Amanah Kepemimpinan

Jumat 09-02-2024,00:15 WIB
Reporter : Adam
Editor : Azmaliar Zaros

 

Bahkan Rasulullah mengingatkan kaum muslimin untuk tidak meminta-minta dan mengejar kepemimpinan sebagaimana pernah dia katakan dalam haditsnya yang artinya:

Abu Sa’id ‘Abdurrahman bin Samurah berkata, Rasulullah shallallahu ‘alaihi wa sallam berkata padaku,

 

“Wahai Abdurrahman bin Samurah, janganlah engkau meminta kekuasaan karena sesungguhnya jika engkau diberi kekuasaan tanpa memintanya, engkau akan ditolong untuk menjalankannya. Namun, jika engkau diberi kekuasaan karena memintanya, engkau akan dibebani dalam menjalankan kekuasaan tersebut.” (Muttafaqun ‘alaih. HR. Bukhari no. 7146 dan Muslim no. 1652)

Jika larangan Nabi Shallallahu ‘alaihi wa sallam yang mulia ini tidak dilanggar, maka akan menghasilkan kemaslahatan yang sangat besar, baik bagi yang memimpin yaitu pejabat itu sendiri maupun yang dipimpin yaitu rakyat.

 

Karena dia akan selalu mendapat pertolongan dari Rabbul ‘alamin dalam melaksanakan tugasnya. Bentuk pertolongan dari Allah Azza wa Jalla itu bermacam-macam. Misalnya :

Beban yang berat menjadi terasa ringan, hal yang sulit menjadi mudah, kesempitan akan menjadi lapang, teguran, koreksi dan perbaikan dari kesalahan yang dia lakukan, sehingga dia tetap berada di jalan yang benar dalam melaksanakan tugasnya sebagai pemimpin, baik sebagai pemimpin tertinggi, wakil, sebagai menteri, sebagai gubernur dan seterusnya.

 

Dalam Islam, kepemimpinan dan kekuasaan adalah sebuah amanah yang harus dipertangungjawabkan kepada manusia maupun Allah SWT.  Suatu amanah dapat dijalankan dengan baik, jika yang menerima amanah mendapatkannya dengan penuh kesadaran akan tugas dan tanggung jawab.
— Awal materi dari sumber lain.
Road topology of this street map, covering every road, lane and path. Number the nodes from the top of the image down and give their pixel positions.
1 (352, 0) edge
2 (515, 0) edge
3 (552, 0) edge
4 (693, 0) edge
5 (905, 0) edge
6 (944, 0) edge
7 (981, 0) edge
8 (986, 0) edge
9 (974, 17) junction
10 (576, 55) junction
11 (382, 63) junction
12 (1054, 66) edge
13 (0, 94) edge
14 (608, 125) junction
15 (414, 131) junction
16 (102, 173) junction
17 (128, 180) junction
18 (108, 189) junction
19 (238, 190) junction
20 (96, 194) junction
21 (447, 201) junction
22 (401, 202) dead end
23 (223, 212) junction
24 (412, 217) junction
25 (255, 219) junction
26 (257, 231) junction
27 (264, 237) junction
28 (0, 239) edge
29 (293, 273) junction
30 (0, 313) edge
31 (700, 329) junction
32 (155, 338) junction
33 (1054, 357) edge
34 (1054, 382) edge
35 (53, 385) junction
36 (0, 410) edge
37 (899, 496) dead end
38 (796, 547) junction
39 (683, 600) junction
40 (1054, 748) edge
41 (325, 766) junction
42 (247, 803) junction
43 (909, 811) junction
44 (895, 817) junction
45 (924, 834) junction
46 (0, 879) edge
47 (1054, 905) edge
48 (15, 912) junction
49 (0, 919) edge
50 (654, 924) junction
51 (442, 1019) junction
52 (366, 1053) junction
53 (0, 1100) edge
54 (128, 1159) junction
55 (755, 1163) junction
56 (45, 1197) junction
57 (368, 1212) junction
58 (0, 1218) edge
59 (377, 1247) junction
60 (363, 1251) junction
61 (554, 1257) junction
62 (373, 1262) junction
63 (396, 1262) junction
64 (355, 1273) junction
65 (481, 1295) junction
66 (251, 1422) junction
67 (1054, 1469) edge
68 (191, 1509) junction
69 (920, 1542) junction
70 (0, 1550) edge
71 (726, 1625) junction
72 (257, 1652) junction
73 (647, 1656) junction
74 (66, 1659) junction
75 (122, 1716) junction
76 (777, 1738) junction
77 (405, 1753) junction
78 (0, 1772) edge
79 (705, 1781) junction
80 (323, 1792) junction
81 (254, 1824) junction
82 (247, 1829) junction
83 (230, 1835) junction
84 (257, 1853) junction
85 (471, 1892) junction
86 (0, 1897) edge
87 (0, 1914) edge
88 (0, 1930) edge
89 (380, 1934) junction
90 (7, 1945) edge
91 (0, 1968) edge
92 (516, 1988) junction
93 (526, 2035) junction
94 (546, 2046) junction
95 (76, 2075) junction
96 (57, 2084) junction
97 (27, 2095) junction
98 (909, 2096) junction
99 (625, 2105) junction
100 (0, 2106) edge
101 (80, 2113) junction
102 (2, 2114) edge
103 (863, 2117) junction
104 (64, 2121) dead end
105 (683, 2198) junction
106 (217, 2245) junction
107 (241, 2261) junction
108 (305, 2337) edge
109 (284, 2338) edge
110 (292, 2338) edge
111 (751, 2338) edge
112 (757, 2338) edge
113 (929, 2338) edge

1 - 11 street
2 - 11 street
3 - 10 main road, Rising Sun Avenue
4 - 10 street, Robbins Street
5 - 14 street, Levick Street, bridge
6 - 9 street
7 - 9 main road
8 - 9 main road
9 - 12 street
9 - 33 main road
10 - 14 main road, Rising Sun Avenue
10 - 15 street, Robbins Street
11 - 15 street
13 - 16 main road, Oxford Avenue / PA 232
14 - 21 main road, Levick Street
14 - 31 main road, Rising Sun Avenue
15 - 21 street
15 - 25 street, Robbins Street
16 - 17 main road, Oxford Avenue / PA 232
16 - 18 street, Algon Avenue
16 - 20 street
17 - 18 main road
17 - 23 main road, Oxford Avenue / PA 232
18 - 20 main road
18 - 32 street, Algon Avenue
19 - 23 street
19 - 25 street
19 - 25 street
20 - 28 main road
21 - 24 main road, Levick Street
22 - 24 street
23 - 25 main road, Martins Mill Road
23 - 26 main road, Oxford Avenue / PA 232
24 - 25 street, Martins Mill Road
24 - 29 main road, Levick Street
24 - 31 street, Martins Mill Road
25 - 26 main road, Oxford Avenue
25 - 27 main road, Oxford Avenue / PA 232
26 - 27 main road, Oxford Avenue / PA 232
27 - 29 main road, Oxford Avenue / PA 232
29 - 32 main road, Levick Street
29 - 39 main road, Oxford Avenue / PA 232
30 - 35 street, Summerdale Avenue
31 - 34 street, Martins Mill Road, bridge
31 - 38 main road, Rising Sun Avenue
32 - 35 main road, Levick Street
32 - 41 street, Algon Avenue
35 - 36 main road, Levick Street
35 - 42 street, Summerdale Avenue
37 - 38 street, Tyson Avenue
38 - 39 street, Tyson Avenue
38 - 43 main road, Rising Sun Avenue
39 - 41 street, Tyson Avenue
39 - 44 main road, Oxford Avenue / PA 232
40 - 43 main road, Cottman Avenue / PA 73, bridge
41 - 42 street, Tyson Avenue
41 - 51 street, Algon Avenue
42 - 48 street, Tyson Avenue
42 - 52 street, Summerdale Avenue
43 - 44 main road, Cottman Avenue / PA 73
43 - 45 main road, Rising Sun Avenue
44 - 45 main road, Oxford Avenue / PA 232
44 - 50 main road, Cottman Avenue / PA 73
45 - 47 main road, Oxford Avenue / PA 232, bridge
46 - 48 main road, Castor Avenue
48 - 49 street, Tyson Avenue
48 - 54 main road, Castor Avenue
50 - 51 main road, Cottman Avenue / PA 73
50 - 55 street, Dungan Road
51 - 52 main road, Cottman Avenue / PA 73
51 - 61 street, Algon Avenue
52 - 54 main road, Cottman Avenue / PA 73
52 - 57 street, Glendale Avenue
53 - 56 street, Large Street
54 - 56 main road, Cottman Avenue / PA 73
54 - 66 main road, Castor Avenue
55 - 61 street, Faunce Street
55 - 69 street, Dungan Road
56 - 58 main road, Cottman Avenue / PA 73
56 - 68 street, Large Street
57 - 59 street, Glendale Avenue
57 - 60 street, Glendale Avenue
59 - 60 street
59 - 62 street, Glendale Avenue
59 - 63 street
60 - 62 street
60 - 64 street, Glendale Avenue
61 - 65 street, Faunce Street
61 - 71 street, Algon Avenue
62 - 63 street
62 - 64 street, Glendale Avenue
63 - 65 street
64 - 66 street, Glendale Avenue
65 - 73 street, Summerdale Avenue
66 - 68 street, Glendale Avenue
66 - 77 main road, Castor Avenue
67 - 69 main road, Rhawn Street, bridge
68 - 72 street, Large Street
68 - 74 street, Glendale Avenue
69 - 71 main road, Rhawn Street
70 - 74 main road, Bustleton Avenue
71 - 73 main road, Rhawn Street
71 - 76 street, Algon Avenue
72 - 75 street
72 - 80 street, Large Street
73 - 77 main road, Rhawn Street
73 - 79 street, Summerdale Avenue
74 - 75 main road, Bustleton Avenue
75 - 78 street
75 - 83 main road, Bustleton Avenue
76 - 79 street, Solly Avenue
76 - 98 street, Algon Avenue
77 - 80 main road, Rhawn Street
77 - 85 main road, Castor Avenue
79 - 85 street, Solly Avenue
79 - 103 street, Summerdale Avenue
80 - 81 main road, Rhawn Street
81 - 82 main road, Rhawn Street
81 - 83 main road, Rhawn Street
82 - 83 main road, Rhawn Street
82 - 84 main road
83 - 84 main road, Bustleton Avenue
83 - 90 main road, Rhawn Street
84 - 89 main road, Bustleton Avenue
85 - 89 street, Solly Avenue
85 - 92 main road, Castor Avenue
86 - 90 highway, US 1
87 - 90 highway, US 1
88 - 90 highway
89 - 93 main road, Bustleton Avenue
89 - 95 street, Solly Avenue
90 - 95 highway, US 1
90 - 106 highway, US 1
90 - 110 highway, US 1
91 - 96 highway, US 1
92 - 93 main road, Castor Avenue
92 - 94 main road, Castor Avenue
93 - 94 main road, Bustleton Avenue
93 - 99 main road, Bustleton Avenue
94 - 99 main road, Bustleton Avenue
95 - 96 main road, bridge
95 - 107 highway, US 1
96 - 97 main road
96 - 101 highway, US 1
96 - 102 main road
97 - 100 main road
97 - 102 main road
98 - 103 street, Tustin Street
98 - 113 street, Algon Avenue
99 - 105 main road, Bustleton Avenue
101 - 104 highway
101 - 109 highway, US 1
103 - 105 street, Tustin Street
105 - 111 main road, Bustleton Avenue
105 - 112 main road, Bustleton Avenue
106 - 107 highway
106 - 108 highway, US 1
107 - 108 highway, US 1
Hal ini sebagaimana pesan Rasulullah SAW kepada Abu Dzar, "Wahai Abu Dzar, engkau adalah pribadi yang lemah, sedangkan kekuasaan itu adalah amanah, dan kekuasaan itu akan menjadi penyesalan dan kehinaan di hari akhirat, kecuali mereka yang dapat menjalankannya dengan baik.” (HR Muslim).

 

Abu Dzar adalah sahabat yang sangat rajin beribadah, tetapi Rasulullah SAW tidak memberikan apa pun jabatan kepemimpinan kepadanya. Sebab, seorang pemimpin bukankah harus mempunyai keberanian dalam kepemimpinannya.

Sedangkan Abu Dzar walaupun rajin beribadah, tetapi lemah dalam sifat-sifat yang diperlukan bagi seorang pemimpin. Seperti keberanian dan sebagainya. Seorang pemimpin mempunyai syarat yang lebih dari seorang pekerja, pegawai, dan orang biasa.